Cleveland Cavaliers vs Golden State Warriors, 2016
The Golden State Warriors entered their 70th NBA season as defending NBA champions and were sports betting favorites to win the finals. They had set the best-ever regular-season record of 73–9, resulting in Stephen Curry receiving the 2015–2016 MVP (Most Valuable Player) title by unanimous vote. The Warriors had also broken more than 25 NBA records and 10 franchise records, including most wins ever in a season. But the Warriors’ dream of ultimate victory turned into one of the biggest NBA upsets as they lost to the Cleveland Cavaliers in seven games.
The Cleveland franchise had never won an NBA championship before. The only star players they had going into the playoffs were LeBron James and Kyrie Irving. Everybody expected the Warriors to tear Cleveland apart. They started well and won the first two games. Cleveland came back to win game three, but the Warriors were all over them in game four. LeBron and Kyrie denied the Warriors the opportunity to close out the series in game five by scoring 41 points each. The Cavaliers went on to win game six at home and tie the series.
The Warriors were determined to win game seven and dominated for most of the match.
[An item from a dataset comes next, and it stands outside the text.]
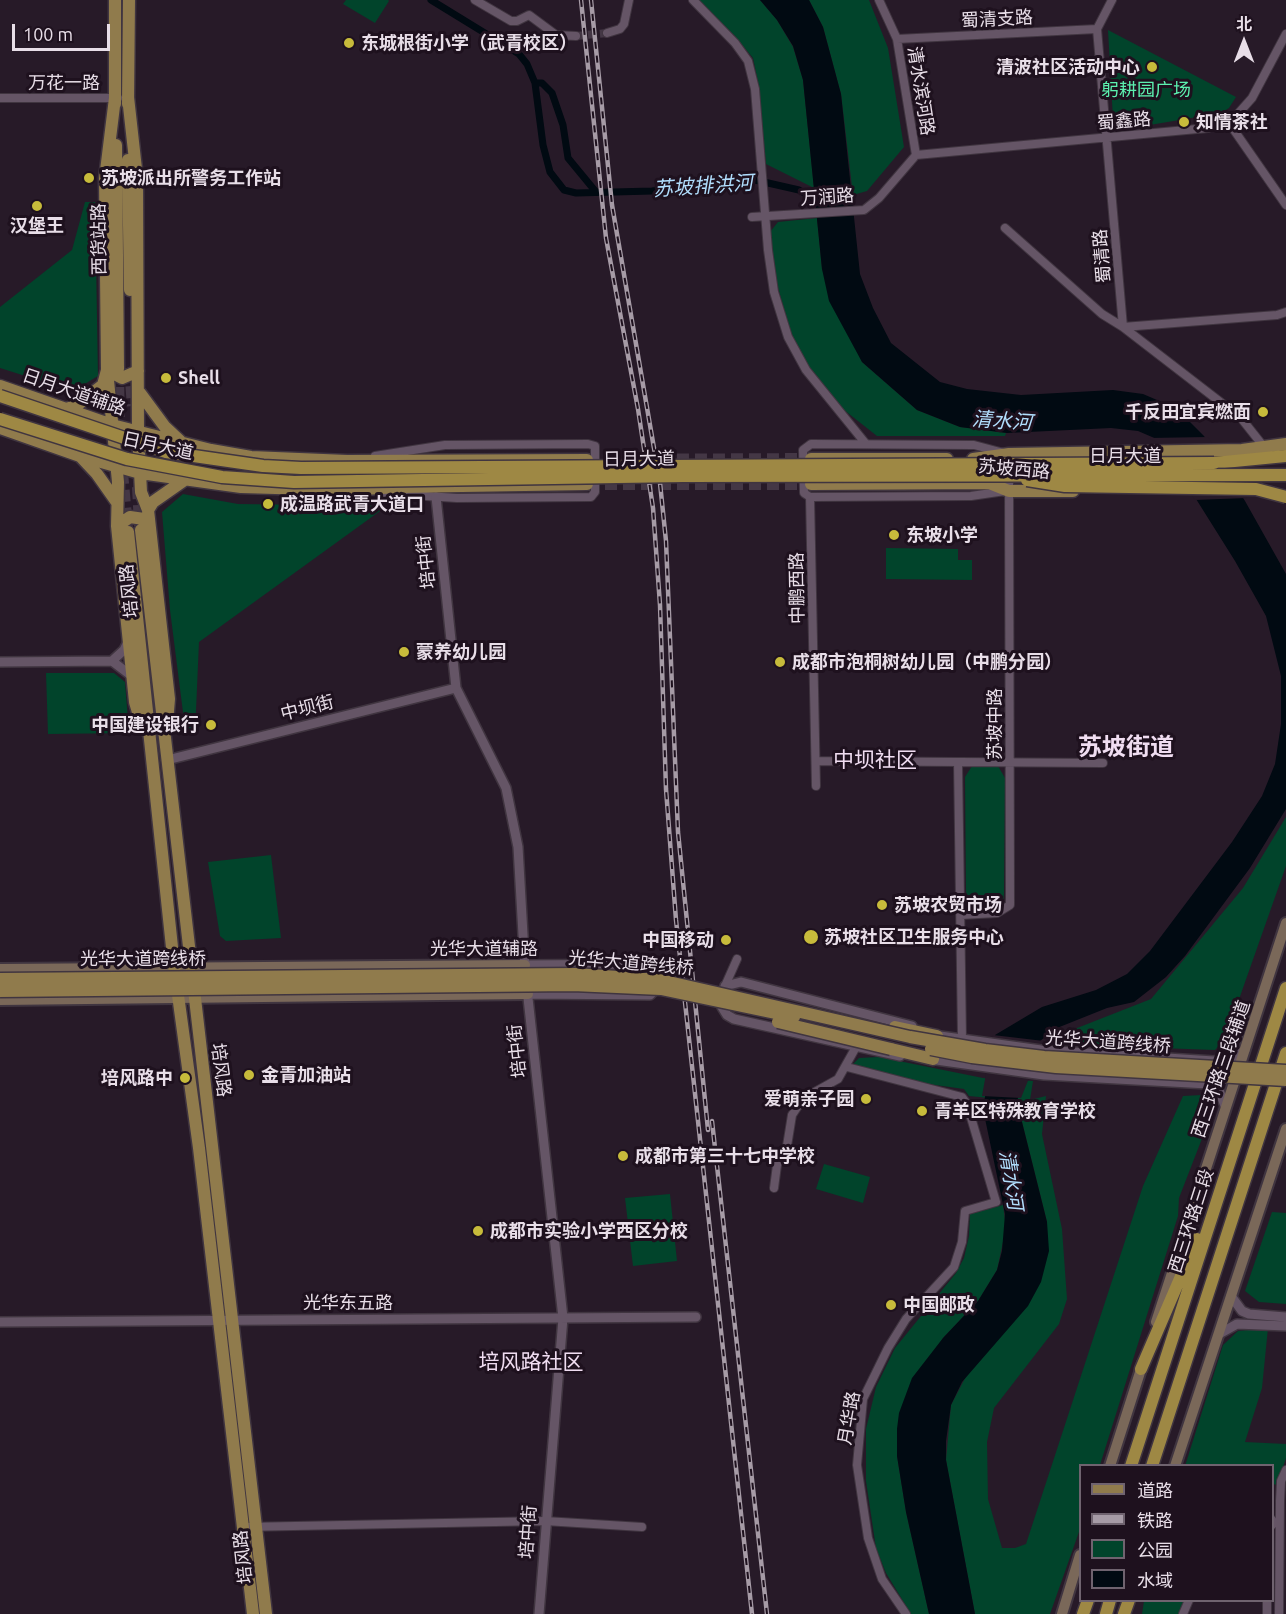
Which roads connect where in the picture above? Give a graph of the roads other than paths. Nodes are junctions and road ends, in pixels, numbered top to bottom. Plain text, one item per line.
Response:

But an expert block from James and Irving’s three-point shooting accuracy from beyond the arc turned that around. Suddenly, the Cavaliers were ahead, and the Warriors had no answers. The Cavaliers won 93–89, while the Warriors became the first team in the history of the NBA Finals to throw away a 3–1 lead.
Indiana Pacers vs Oklahoma City Thunder, 2021
One of the big NBA upsets this year was the Indiana Pacers’ 152–95 road win against Oklahoma City Thunder in Oklahoma. It was the biggest point difference in NBA history for a road team, surpassing the previous road team record set by the Boston Celtics when they beat the Chicago Bulls 133–77 in 2018. It was also the most points that the Pacers had scored in a game since joining the NBA in 1976.
Indiana forward Domantas Sabonis returned after missing six consecutive games due to injury. He had a triple-double in the first half and finished with 26 points, 19 rebounds, and 14 assists. Only Nikola Jokic and Russell Westbrook have had triple-doubles before halftime since play-by-play began in 1997–98. Sabonis also finished with the highest plus/minus of any player who recorded a triple-double in a game, overtaking Luka Doncic’s +45 from November 2019. The Pacers led by 67 points with 4:12 remaining, the NBA victory margin in the past 25 years.